あの運命の日、一家は生まれて間もない毬子を車に乗せ、
社宅へ戻ろうとしてした。
その途中、信号で停止したところを後方から追突されてしまった。
激しい衝撃で車は大破、遅れて火災が発生。
乗っていた乗用車とトラックが炎に包まれた。
奇跡的に生き残ったのは鈴と毬子の二人。
背中を炎に包まれた鈴が、毬子を抱きかかえて車から脱出した。
後方に離れて止まっていた車に毬子を預けた。
そのまま残れば良かったものを、鈴は残らなかった。
制止する人を振り切って、
家族を助けようと炎に包まれた車に駆け戻った。
誰かの名前を叫びながら炎の中に飛び込んだ。
そして帰らぬ人になった。
飛び起きた百合子は写真立てに軽く目礼をし、クローゼットを開けた。
「何を着る」と毬子に尋ねた。
「着れる物なら何でも」いつもの返事。
「聞いた私が馬鹿だった」
毬子は衣服には無頓着なので、そんなに種類は多くない。
目を惹くのはトレパン、トレシャツの類だ。
色とりどりのサッカーやバスケットのレプリカジャージが中心になっていた。
クラブ活動はしないのだが、
「動き易い」ということで毬子はそれで過ごす事が多かった。
それでも百合子が着替えを置くようになってから、
クローゼットは少しずつバラエティーに富むようになってきた。
百合子がポンポンと投げ渡したのはバスケットのレプリカジャージ。
驚いて毬子は問う。
「どうしたの」
「たまには悪くないかなと思って」
二人してレブリカジャージを着た。
別チームのものだが悪くはない。
百合子は毬子より少し低いが、
着こなしでジャージの丈の問題をクリアした。
二人して向かったのは巣鴨の地蔵通り。
「お婆ちゃんの原宿」と呼ばれるだけの事はあり、実際に高齢者が多い。
地元の毬子にはありふれた光景だが、
余所者の百合子にとっては、いつ来ても新鮮に映った。
店頭に陳列された物を念入りに見て回る。
「これが昭和の物なのね」
「歩いている人達も、たいていが昭和の人達よ」
項羽は明るい日差しの中にいた。
前夜と同じ岩の上だ。
敵の夜討ちで糧食陣地が混乱したものの、今は落ち着いていた。
士気は高く、より堅固な防御陣を敷き、敵の出方を待っていた。
項羽率いる夜討ちで追い払われた劉邦軍が、
少しずつ戻って来始めていた。
自陣だけでなく、包囲陣そのものの再構築を図っている様子。
一見すると当初のままだが、奥行きは違った形にするのだろう。
それを遠目に見抜いた。
木の食器に食べ物を盛った虞姫が姿を現わした。
「食べなさい」
「そうだな」
受け取ると、敵の動きを見定めながら口に運んだ。
挑発するかのように、昨夜の本陣跡に劉邦軍の旗が掲げられた。
鬨の声に続けて銅鑼が乱打された。
弱いけど威勢だけはいい。
虞姫が女兵士の運んできた酒を受け取った。
「酒もあるわ」
「貰おう」
零れるまで酒を注いで、椀を手渡した。
「これからどうするの」
「それは敵の出方次第だ」
「糧食は」
「長引けば不足するが、案じる事はあるまい。
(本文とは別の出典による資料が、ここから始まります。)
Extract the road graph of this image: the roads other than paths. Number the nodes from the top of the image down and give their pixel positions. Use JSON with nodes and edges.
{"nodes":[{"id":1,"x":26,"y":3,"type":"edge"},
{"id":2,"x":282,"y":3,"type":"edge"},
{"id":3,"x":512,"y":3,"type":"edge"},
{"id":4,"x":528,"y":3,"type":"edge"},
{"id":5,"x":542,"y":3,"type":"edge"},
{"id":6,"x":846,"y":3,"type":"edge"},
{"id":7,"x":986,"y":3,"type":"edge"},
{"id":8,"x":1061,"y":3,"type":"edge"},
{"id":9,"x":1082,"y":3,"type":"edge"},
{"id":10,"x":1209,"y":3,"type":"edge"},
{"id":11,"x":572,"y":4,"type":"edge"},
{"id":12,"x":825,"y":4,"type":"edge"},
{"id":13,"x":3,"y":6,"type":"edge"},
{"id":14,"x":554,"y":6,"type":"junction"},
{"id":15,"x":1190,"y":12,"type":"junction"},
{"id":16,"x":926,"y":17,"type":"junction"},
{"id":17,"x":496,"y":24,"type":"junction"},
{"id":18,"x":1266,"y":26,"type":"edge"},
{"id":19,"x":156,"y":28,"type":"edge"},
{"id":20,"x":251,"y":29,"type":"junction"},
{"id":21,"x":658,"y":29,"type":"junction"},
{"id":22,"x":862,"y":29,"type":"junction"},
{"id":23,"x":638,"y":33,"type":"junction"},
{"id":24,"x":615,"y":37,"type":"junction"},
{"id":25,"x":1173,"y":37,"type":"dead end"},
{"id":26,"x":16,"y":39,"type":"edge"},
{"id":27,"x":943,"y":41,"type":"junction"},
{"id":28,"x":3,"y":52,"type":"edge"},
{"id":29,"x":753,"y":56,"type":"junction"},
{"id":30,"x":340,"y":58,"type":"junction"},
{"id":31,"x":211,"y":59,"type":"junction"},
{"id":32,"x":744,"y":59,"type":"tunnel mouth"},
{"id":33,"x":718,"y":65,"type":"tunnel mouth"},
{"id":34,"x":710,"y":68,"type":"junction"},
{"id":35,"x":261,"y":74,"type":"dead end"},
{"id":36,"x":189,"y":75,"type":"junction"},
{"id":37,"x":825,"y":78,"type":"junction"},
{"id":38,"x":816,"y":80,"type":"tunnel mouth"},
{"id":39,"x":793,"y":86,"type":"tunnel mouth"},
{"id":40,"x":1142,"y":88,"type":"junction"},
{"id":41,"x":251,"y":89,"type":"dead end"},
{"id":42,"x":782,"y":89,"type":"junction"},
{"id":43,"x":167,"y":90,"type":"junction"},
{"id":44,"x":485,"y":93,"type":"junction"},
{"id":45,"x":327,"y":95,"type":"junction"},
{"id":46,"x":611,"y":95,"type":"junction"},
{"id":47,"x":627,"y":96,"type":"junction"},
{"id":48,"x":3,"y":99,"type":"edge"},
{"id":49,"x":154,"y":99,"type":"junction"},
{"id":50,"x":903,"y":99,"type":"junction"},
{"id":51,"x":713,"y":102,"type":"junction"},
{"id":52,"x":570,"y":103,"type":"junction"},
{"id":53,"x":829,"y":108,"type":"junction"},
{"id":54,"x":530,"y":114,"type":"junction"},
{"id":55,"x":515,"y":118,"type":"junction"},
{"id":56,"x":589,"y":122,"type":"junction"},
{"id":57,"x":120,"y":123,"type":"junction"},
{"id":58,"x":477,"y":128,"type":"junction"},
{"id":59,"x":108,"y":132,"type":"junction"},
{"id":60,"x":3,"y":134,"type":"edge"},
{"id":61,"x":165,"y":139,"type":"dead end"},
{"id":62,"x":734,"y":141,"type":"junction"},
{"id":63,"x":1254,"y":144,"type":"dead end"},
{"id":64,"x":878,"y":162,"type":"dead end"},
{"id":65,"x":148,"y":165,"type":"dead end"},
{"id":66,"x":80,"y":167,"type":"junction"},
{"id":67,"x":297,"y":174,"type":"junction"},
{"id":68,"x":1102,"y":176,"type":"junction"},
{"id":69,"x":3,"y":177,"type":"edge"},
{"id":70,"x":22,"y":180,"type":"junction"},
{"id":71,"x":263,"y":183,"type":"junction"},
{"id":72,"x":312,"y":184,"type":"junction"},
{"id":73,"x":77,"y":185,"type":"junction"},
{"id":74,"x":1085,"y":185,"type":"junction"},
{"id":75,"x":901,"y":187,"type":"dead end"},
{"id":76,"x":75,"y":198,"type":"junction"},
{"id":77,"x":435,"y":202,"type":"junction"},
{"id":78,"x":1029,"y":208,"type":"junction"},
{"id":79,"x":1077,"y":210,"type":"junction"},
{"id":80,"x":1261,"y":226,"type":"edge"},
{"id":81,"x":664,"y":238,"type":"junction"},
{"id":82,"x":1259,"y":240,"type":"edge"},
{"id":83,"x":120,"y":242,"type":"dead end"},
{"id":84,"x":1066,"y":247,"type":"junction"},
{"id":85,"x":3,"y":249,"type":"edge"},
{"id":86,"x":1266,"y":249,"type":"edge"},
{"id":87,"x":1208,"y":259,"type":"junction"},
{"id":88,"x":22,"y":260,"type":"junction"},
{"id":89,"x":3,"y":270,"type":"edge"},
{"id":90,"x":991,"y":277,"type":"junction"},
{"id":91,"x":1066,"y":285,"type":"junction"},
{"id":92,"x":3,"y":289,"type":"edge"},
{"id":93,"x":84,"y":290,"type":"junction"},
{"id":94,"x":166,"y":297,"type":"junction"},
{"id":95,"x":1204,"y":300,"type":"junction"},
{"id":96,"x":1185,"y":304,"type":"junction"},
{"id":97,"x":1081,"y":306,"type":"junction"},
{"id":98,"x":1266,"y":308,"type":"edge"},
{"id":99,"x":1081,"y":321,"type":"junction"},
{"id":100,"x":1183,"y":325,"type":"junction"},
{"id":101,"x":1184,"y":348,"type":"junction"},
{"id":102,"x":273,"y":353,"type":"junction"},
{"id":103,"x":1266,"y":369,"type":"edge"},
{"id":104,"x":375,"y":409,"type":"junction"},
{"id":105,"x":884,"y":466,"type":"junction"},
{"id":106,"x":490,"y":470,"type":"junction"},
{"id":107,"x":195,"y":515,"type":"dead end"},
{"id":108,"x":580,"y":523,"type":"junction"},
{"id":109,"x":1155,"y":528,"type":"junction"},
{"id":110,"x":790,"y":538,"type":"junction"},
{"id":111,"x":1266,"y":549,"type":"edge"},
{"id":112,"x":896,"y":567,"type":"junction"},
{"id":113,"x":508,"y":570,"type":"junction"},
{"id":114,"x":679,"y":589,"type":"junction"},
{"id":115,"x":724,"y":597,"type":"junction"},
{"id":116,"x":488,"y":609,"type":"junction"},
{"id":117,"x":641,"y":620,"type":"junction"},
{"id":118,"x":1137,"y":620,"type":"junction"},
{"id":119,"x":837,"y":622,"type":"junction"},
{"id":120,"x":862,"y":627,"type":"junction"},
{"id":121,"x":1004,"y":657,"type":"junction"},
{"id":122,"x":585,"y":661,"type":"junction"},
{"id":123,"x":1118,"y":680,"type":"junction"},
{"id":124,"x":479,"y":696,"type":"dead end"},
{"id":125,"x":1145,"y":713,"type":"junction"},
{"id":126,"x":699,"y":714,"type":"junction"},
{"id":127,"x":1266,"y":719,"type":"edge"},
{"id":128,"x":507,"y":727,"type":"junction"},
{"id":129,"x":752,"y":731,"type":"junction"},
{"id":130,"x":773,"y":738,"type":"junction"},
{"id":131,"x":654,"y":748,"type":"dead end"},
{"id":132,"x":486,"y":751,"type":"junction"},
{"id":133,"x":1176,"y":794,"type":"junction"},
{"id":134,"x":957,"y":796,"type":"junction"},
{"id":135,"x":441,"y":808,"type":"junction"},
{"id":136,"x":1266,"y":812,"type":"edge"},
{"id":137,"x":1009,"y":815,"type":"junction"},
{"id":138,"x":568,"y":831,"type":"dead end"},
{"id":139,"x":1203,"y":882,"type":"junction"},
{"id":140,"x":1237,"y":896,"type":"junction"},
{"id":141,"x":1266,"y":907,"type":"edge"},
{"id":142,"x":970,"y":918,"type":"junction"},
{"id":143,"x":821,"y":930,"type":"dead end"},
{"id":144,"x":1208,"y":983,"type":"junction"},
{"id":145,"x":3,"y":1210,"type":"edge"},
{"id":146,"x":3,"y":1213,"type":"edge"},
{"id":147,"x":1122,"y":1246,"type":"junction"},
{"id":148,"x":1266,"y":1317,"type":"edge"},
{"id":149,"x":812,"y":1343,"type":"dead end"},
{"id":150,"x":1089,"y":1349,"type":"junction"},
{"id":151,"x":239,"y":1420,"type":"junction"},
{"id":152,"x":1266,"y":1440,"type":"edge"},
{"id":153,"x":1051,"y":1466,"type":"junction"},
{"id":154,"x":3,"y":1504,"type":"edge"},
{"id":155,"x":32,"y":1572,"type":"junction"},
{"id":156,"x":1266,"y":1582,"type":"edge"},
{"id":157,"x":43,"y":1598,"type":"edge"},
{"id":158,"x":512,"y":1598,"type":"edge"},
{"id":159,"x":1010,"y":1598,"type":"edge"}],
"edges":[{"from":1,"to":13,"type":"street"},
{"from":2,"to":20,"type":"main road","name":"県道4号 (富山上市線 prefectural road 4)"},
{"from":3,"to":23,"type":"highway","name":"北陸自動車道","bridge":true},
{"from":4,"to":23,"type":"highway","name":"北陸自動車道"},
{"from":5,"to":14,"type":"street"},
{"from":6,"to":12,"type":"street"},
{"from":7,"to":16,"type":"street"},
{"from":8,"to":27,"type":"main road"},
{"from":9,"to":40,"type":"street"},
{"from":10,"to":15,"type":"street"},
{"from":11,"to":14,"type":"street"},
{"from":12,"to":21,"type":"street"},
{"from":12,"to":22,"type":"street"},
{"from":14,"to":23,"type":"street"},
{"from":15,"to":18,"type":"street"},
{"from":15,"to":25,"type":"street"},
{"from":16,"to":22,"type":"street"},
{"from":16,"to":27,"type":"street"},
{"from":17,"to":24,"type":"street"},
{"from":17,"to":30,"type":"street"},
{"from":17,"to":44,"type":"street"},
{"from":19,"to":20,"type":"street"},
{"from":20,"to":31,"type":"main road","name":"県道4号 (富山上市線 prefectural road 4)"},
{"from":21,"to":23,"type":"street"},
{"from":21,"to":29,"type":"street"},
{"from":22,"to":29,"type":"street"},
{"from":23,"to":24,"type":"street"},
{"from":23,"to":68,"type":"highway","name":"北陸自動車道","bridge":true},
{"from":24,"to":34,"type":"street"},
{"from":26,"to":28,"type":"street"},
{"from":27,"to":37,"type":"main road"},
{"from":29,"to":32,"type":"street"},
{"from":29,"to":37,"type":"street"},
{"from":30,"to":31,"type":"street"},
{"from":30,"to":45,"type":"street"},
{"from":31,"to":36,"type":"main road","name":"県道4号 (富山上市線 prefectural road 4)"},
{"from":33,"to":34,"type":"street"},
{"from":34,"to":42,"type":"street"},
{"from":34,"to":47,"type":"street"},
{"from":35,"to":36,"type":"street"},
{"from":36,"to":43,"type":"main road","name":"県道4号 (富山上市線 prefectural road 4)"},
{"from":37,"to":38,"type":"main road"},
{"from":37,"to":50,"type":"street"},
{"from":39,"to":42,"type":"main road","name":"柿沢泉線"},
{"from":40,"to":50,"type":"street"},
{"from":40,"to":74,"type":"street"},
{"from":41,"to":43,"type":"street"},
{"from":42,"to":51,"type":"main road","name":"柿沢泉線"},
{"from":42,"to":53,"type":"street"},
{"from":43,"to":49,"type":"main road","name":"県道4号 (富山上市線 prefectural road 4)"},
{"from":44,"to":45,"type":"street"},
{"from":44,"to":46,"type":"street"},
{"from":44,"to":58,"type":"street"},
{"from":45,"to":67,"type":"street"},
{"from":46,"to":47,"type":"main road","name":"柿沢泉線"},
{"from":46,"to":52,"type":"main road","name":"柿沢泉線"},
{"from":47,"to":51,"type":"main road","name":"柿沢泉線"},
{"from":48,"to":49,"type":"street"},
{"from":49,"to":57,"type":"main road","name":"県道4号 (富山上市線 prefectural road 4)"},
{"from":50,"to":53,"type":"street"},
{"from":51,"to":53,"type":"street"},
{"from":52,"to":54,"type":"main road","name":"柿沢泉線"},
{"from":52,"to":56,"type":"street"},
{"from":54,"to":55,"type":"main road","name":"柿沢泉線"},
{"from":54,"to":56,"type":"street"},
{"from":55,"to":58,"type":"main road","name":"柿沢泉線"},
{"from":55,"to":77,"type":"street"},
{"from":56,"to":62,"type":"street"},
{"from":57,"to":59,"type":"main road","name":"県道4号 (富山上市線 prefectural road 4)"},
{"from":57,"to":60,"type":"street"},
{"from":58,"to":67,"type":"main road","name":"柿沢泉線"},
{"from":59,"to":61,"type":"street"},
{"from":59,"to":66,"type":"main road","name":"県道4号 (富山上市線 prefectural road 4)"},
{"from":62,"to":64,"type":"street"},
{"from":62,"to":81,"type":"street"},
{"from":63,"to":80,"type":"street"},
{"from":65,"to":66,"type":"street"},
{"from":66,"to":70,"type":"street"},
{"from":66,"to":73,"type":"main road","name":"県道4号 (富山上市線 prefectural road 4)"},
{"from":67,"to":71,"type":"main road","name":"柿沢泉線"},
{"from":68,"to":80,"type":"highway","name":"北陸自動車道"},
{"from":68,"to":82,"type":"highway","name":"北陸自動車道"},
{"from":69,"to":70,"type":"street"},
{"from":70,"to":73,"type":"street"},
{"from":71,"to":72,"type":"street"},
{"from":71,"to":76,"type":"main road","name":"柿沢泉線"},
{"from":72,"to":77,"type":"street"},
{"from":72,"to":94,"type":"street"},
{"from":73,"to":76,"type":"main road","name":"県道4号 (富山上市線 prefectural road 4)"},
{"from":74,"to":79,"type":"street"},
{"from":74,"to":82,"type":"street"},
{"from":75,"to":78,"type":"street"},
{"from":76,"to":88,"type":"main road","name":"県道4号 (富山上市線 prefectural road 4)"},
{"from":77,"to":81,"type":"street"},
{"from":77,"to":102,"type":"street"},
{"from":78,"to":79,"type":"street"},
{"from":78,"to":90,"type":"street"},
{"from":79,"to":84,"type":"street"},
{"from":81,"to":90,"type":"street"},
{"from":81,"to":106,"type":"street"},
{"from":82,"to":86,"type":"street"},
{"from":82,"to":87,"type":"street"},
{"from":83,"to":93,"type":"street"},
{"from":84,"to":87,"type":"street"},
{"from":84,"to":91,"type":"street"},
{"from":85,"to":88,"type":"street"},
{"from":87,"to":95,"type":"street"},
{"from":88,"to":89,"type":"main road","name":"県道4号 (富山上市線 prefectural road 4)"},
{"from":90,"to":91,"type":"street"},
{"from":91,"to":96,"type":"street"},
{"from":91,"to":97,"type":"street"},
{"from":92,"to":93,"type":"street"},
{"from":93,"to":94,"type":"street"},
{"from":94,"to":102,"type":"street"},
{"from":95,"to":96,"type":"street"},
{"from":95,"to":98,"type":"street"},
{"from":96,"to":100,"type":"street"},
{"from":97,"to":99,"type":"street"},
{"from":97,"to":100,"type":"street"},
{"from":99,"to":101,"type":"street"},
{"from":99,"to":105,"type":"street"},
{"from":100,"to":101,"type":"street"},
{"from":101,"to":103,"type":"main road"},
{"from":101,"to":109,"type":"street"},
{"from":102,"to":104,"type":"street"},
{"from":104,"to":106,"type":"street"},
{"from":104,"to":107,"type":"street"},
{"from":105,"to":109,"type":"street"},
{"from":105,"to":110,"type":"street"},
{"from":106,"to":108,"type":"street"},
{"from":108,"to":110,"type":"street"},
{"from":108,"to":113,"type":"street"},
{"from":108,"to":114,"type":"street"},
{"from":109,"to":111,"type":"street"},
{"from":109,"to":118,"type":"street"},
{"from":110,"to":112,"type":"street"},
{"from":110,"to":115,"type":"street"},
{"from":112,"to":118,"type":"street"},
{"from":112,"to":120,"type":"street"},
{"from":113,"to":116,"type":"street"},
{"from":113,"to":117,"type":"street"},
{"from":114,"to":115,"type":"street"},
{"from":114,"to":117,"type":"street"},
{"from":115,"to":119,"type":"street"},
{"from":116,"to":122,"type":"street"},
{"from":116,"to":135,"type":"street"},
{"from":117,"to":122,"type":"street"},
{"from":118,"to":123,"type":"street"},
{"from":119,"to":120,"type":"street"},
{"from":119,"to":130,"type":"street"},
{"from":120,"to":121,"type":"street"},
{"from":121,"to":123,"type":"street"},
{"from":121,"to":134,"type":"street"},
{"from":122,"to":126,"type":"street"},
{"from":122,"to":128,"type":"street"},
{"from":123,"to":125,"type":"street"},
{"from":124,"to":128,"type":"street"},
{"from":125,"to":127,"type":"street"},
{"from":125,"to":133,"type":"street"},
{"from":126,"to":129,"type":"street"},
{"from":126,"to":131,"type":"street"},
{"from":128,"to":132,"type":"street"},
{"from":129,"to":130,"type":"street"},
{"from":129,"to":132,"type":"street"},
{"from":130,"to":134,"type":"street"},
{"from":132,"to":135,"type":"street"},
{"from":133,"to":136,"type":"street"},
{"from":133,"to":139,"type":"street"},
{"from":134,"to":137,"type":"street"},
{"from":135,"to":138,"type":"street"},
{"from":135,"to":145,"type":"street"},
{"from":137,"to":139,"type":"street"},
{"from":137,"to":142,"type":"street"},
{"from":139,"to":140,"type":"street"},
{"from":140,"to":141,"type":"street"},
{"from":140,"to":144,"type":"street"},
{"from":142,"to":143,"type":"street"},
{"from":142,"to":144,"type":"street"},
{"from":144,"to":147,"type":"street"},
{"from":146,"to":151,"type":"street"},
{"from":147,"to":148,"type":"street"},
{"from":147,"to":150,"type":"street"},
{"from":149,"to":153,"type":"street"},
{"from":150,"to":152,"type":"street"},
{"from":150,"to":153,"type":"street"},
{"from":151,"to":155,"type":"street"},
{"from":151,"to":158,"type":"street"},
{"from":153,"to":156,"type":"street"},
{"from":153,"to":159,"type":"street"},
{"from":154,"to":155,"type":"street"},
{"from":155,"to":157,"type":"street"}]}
早めにケリをつける」
敵陣に目を遣った虞姫の顔が曇る。
「増えてはいない」
「んっ」
ようく目を凝らせば前日までいなかった軍勢の旗が何本か数えられた。
着陣を遅らせ、日和見していた軍勢だ。
項羽軍の糧食を全て焼き払った、とでも言って説いたのであろう。
着陣したからには、今さら項羽軍には加われない。
その事実は大きい。
積極的でないにしろ、着陣の事実が敵勢の士気を高揚させる。
実に小賢しい。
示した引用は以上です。